Thailand’s young learners have access to cheap or free education through government-sponsored schools. Also known as public schools, the curriculum is determined by the country’s Ministry of Education. As Thailand is a theocracy, the Buddhist practises that are recognised by the government are also taught at public schools. At the elementary level, students are taught 8 core subjects each semester. Those subjects include: mathematics, Thai language, social science, science, health and physical education, technology, arts and music, and foreign languages. When students are in Matthayom 4, or around 16 years of age, they are also given the choice of 1 or 2 elective courses. Most, however, choose the science programme or the English language mathematics programme.
Other electives include foreign language programmes and the social science programme. As for learning English, both elementary and secondary levels have special English programmes that are known as the English Programme and the Gifted Programme. The former focuses on students being taught every subject in English, with the exception of Thai language and social studies. The Gifted Programme focuses on learning mathematics and science in the English language.
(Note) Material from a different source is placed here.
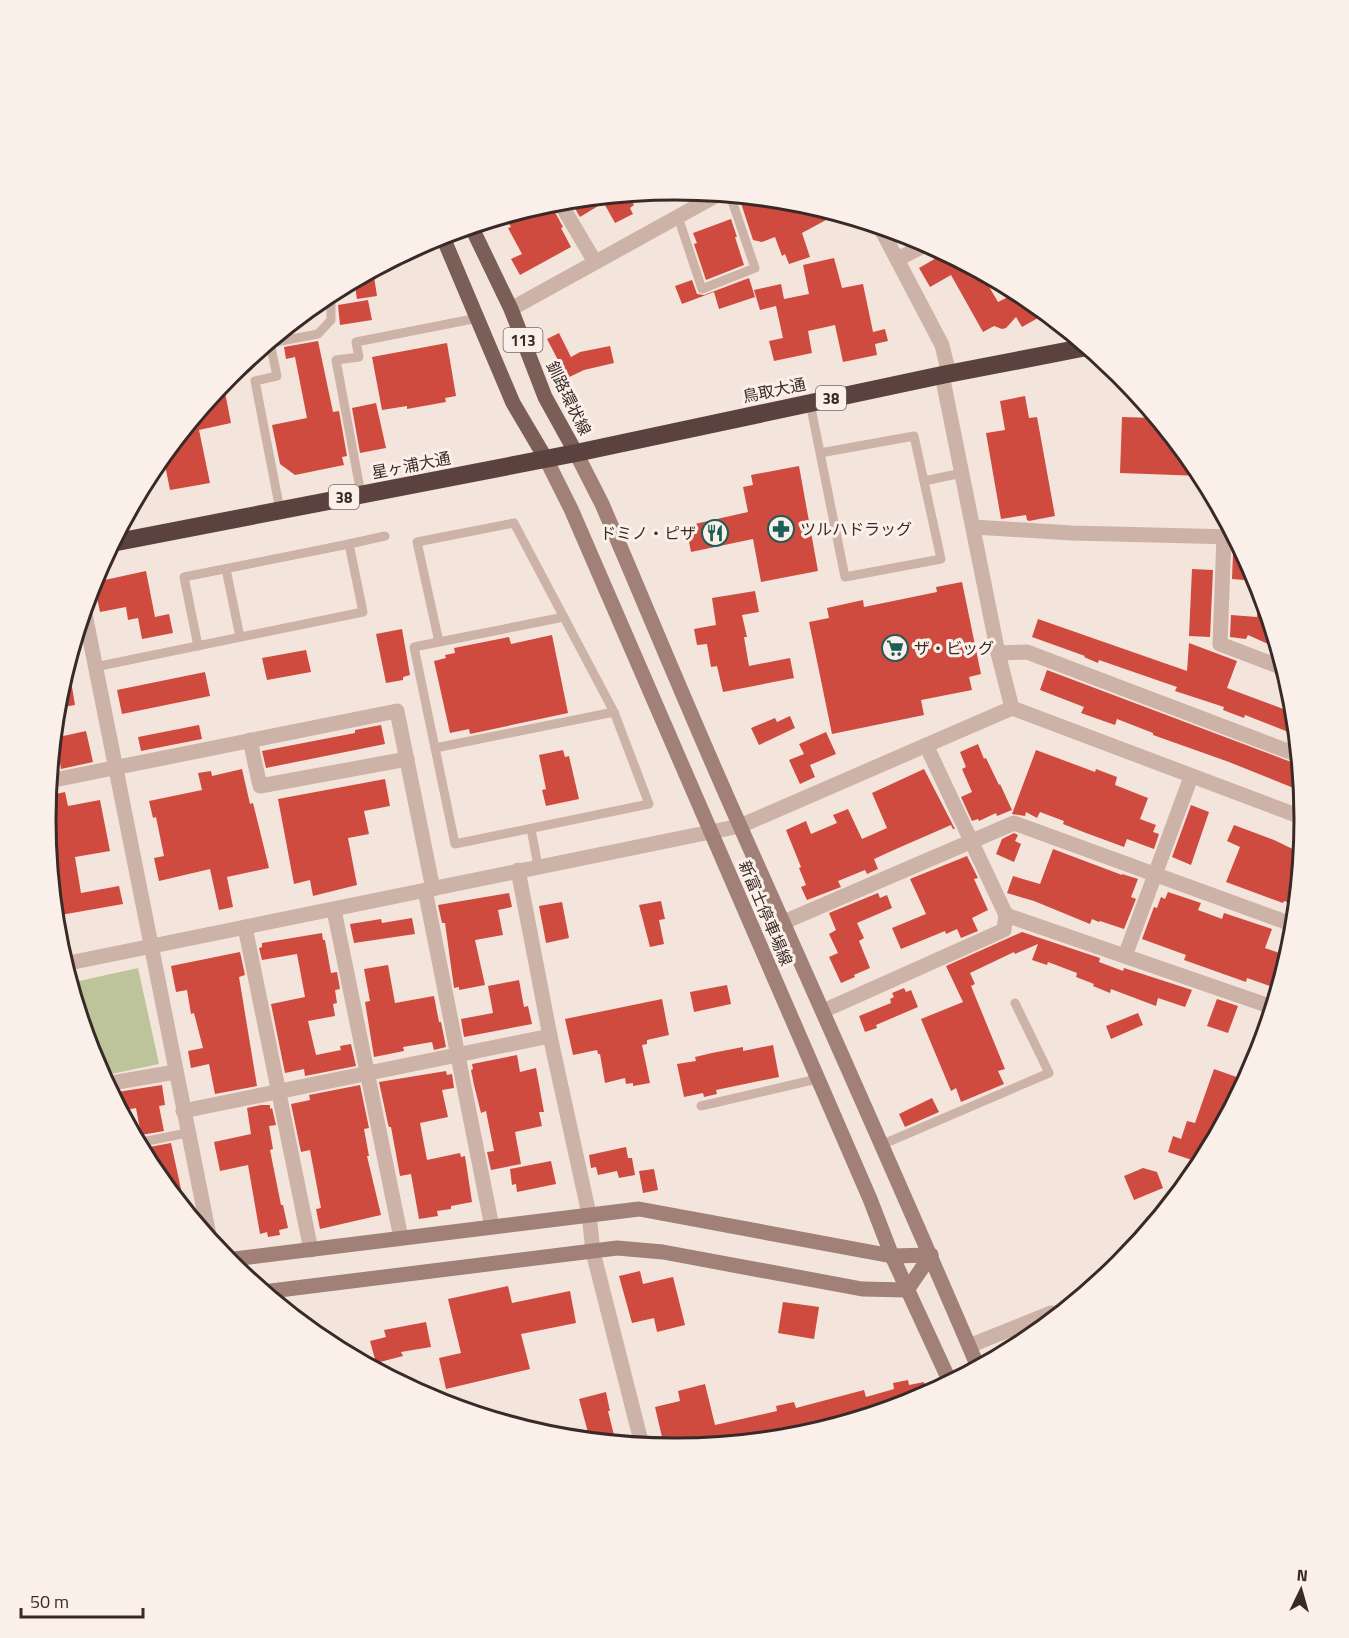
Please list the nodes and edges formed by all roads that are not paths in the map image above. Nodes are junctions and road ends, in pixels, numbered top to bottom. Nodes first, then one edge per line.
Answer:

Currently, the Ministry of Education has set the English language curriculum to follow the Common European Framework or CEFR for students at all levels of public schools. However, it is not clear if the schools are following the framework or are evaluate students’ skills in accordance with the framework.
Migrant or expat students in public Thai schools
For non-Thai students who wish to study at Thai public schools, their grade level is determined by their age. But, Thailand’s education policy concerning migrant children deems that they must be proficient in the Thai language and have completed a Thai learning centre programme before being accepted into a public Thai school.
A previous study of migrant children in Thailand noted that there were some kinks in the first-time placement of migrant or expat students in Thai public schools. For example, if a student was younger than 7, they would be placed in kindergarten and if a student was older than 7, they would be placed in first grade. This obviously presents issues if the student is much older than a first grader. However, the purpose of this placement, was supposedly to ensure that migrant students were better prepared to start Thai school.
Thai schools tried to address this issue by making a rule that students could not be older than 9 years when enrolling in Thai school. But, then learning centres ended up not giving recommendations to schools for older students that completed their programmes.
The 12 Thai Values:
Part of the curriculum of Thai public schools includes certain cultural mandates set forth by PM Prayut Chan-o-cha. In 2017, PM Prayut, who is also the junta leader, ordered schools to display a list of 12 “Thai” values that he had created:
Loyalty to the Nation, a Religion, and the Monarchy
Honesty, sacrifice, endurance, and noble ideology for the greater good
Gratitude for parents, guardians, and teachers
Diligence in acquiring knowledge, via school studies and other methods
Preserving the Thai customs and tradition
Morality and good will toward others
Correct understanding of democracy with the King as Head of State
Discipline, respect for law, and obedience to the older citizens
Constant consciousness to practice good deeds all the time, as taught by His Majesty the King
Practice of Self-Sufficient Economy in accordance with the teaching of His Majesty the King
Physical and mental strength. Refusal to surrender to religious sins.
Uphold the interest of the nation over oneself.
Taking the mandates one step further, authorities told schools to hang a banner that listed PM Prayut’s teachings on their school premises. The government also provided the schools a song, poem and a 12-part film that was based on the teachings. And, as Thailand locals love using the LINE application on mobile phones, the Ministry of Information, Communication and Telecommunications created set of app stickers that represented the 12 values to be used in chatting on the app.
Again, under PM Prayut, the military government mandated that kindergarten students must learn how to do push-ups, salute, eat from metal trays on the floor, and crawl under netting. This type of learning was part of the PM’s “land defender battalion” programme. Thai-language news outlet Matichon Online cited that “soldiers showed children military operations and taught them patriotic values to love the nation, religions, and the Thai monarchy through the…..12 Thai Values. The news outlet also said that the Royal Thai Army would be running the programme with many more schools joining it in the future.
Thai students also have a fair share of holidays and events to build up awareness and respect for their teachers and country. One famous celebration is that of Wai Kru Day. This is the day in which students say thank you to their teachers or educators by presenting them with flowers known as “dok khem” (needle flower or Ixora) because it represents the student’s promise that his/her brain will be as sharp as a needle. It is expected that students present the dok khem while performing a polite gesture called the “wai,” which is described as bowing with your hands in a prayer-like form near your face. Wai Kru Day at school will normally feature a ceremony that honours the teachers.